### What the exercise asks
Could you write out the whole listing exactly as it appears?
======
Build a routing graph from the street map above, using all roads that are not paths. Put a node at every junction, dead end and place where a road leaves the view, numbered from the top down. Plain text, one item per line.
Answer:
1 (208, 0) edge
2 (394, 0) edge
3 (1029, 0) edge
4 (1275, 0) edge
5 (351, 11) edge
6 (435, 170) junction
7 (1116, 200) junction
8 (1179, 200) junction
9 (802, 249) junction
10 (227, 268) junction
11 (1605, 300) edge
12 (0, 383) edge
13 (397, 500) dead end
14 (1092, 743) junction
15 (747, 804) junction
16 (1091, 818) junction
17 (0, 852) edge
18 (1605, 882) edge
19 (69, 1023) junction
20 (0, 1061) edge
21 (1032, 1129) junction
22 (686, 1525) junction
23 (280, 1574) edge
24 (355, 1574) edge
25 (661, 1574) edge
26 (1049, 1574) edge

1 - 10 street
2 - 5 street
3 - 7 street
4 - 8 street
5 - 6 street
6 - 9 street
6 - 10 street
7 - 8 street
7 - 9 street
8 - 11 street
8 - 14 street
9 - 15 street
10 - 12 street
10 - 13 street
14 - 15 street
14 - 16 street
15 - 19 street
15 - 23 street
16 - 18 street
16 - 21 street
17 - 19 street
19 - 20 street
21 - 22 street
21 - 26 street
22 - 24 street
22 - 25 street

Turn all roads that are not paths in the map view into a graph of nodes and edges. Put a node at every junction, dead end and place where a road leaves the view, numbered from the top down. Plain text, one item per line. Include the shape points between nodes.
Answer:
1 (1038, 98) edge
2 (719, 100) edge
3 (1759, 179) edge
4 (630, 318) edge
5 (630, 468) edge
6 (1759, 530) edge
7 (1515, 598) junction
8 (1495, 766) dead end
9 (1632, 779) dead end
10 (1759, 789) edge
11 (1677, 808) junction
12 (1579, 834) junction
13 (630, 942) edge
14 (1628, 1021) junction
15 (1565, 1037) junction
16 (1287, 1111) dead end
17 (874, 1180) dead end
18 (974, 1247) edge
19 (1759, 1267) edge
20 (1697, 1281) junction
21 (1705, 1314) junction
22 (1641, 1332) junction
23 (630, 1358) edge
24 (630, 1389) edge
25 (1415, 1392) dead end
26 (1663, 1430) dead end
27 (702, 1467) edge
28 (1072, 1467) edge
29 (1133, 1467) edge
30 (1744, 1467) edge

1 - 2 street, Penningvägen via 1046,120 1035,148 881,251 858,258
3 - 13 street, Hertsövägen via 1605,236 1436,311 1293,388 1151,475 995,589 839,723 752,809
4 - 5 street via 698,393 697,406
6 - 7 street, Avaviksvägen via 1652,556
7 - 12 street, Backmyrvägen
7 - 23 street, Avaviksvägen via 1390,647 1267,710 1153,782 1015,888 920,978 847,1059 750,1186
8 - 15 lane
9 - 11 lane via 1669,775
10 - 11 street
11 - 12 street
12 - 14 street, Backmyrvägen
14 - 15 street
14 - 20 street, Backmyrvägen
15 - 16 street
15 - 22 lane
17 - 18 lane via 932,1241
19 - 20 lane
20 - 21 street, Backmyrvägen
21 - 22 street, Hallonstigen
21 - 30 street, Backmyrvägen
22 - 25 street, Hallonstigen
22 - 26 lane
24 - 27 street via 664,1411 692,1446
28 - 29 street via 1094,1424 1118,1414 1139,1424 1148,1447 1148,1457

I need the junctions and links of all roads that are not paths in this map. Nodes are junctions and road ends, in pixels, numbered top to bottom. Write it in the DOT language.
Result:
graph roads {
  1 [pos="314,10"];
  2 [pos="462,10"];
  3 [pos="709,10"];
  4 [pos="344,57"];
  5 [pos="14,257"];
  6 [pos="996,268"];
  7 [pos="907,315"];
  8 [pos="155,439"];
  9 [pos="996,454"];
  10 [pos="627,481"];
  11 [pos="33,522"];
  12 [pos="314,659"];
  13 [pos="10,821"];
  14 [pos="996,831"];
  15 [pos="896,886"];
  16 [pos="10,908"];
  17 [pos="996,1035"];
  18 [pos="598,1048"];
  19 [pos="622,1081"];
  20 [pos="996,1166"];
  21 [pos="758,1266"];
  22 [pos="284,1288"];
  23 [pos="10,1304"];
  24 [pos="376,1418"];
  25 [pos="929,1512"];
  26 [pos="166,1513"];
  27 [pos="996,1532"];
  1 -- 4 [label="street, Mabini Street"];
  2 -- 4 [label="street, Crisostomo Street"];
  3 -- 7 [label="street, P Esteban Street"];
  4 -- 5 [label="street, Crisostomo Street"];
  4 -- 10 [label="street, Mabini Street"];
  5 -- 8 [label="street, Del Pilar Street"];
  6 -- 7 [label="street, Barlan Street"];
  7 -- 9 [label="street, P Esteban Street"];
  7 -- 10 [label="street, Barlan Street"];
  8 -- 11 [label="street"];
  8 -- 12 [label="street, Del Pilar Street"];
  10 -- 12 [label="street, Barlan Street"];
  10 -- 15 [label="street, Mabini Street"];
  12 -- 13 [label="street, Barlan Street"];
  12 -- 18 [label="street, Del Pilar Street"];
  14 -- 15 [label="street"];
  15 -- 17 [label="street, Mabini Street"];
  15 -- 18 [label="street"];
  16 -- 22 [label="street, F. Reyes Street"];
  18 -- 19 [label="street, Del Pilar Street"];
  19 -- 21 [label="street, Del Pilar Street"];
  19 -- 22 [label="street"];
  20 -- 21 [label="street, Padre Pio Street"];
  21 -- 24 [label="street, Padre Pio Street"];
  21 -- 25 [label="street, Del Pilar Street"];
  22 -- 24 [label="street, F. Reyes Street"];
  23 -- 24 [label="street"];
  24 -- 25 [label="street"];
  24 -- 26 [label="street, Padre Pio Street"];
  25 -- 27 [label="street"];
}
======
### Response
Build a routing graph from the street map above, using all roads that are not paths. Put a node at every junction, dead end and place where a road leaves the view, numbered from the top down. Plain text, one item per line.
Answer:
1 (208, 0) edge
2 (394, 0) edge
3 (1029, 0) edge
4 (1275, 0) edge
5 (351, 11) edge
6 (435, 170) junction
7 (1116, 200) junction
8 (1179, 200) junction
9 (802, 249) junction
10 (227, 268) junction
11 (1605, 300) edge
12 (0, 383) edge
13 (397, 500) dead end
14 (1092, 743) junction
15 (747, 804) junction
16 (1091, 818) junction
17 (0, 852) edge
18 (1605, 882) edge
19 (69, 1023) junction
20 (0, 1061) edge
21 (1032, 1129) junction
22 (686, 1525) junction
23 (280, 1574) edge
24 (355, 1574) edge
25 (661, 1574) edge
26 (1049, 1574) edge

1 - 10 street
2 - 5 street
3 - 7 street
4 - 8 street
5 - 6 street
6 - 9 street
6 - 10 street
7 - 8 street
7 - 9 street
8 - 11 street
8 - 14 street
9 - 15 street
10 - 12 street
10 - 13 street
14 - 15 street
14 - 16 street
15 - 19 street
15 - 23 street
16 - 18 street
16 - 21 street
17 - 19 street
19 - 20 street
21 - 22 street
21 - 26 street
22 - 24 street
22 - 25 street

Turn all roads that are not paths in the map view into a graph of nodes and edges. Put a node at every junction, dead end and place where a road leaves the view, numbered from the top down. Plain text, one item per line. Include the shape points between nodes.
Answer:
1 (1038, 98) edge
2 (719, 100) edge
3 (1759, 179) edge
4 (630, 318) edge
5 (630, 468) edge
6 (1759, 530) edge
7 (1515, 598) junction
8 (1495, 766) dead end
9 (1632, 779) dead end
10 (1759, 789) edge
11 (1677, 808) junction
12 (1579, 834) junction
13 (630, 942) edge
14 (1628, 1021) junction
15 (1565, 1037) junction
16 (1287, 1111) dead end
17 (874, 1180) dead end
18 (974, 1247) edge
19 (1759, 1267) edge
20 (1697, 1281) junction
21 (1705, 1314) junction
22 (1641, 1332) junction
23 (630, 1358) edge
24 (630, 1389) edge
25 (1415, 1392) dead end
26 (1663, 1430) dead end
27 (702, 1467) edge
28 (1072, 1467) edge
29 (1133, 1467) edge
30 (1744, 1467) edge

1 - 2 street, Penningvägen via 1046,120 1035,148 881,251 858,258
3 - 13 street, Hertsövägen via 1605,236 1436,311 1293,388 1151,475 995,589 839,723 752,809
4 - 5 street via 698,393 697,406
6 - 7 street, Avaviksvägen via 1652,556
7 - 12 street, Backmyrvägen
7 - 23 street, Avaviksvägen via 1390,647 1267,710 1153,782 1015,888 920,978 847,1059 750,1186
8 - 15 lane
9 - 11 lane via 1669,775
10 - 11 street
11 - 12 street
12 - 14 street, Backmyrvägen
14 - 15 street
14 - 20 street, Backmyrvägen
15 - 16 street
15 - 22 lane
17 - 18 lane via 932,1241
19 - 20 lane
20 - 21 street, Backmyrvägen
21 - 22 street, Hallonstigen
21 - 30 street, Backmyrvägen
22 - 25 street, Hallonstigen
22 - 26 lane
24 - 27 street via 664,1411 692,1446
28 - 29 street via 1094,1424 1118,1414 1139,1424 1148,1447 1148,1457

I need the junctions and links of all roads that are not paths in this map. Nodes are junctions and road ends, in pixels, numbered top to bottom. Write it in the DOT language.
Result:
graph roads {
  1 [pos="314,10"];
  2 [pos="462,10"];
  3 [pos="709,10"];
  4 [pos="344,57"];
  5 [pos="14,257"];
  6 [pos="996,268"];
  7 [pos="907,315"];
  8 [pos="155,439"];
  9 [pos="996,454"];
  10 [pos="627,481"];
  11 [pos="33,522"];
  12 [pos="314,659"];
  13 [pos="10,821"];
  14 [pos="996,831"];
  15 [pos="896,886"];
  16 [pos="10,908"];
  17 [pos="996,1035"];
  18 [pos="598,1048"];
  19 [pos="622,1081"];
  20 [pos="996,1166"];
  21 [pos="758,1266"];
  22 [pos="284,1288"];
  23 [pos="10,1304"];
  24 [pos="376,1418"];
  25 [pos="929,1512"];
  26 [pos="166,1513"];
  27 [pos="996,1532"];
  1 -- 4 [label="street, Mabini Street"];
  2 -- 4 [label="street, Crisostomo Street"];
  3 -- 7 [label="street, P Esteban Street"];
  4 -- 5 [label="street, Crisostomo Street"];
  4 -- 10 [label="street, Mabini Street"];
  5 -- 8 [label="street, Del Pilar Street"];
  6 -- 7 [label="street, Barlan Street"];
  7 -- 9 [label="street, P Esteban Street"];
  7 -- 10 [label="street, Barlan Street"];
  8 -- 11 [label="street"];
  8 -- 12 [label="street, Del Pilar Street"];
  10 -- 12 [label="street, Barlan Street"];
  10 -- 15 [label="street, Mabini Street"];
  12 -- 13 [label="street, Barlan Street"];
  12 -- 18 [label="street, Del Pilar Street"];
  14 -- 15 [label="street"];
  15 -- 17 [label="street, Mabini Street"];
  15 -- 18 [label="street"];
  16 -- 22 [label="street, F. Reyes Street"];
  18 -- 19 [label="street, Del Pilar Street"];
  19 -- 21 [label="street, Del Pilar Street"];
  19 -- 22 [label="street"];
  20 -- 21 [label="street, Padre Pio Street"];
  21 -- 24 [label="street, Padre Pio Street"];
  21 -- 25 [label="street, Del Pilar Street"];
  22 -- 24 [label="street, F. Reyes Street"];
  23 -- 24 [label="street"];
  24 -- 25 [label="street"];
  24 -- 26 [label="street, Padre Pio Street"];
  25 -- 27 [label="street"];
}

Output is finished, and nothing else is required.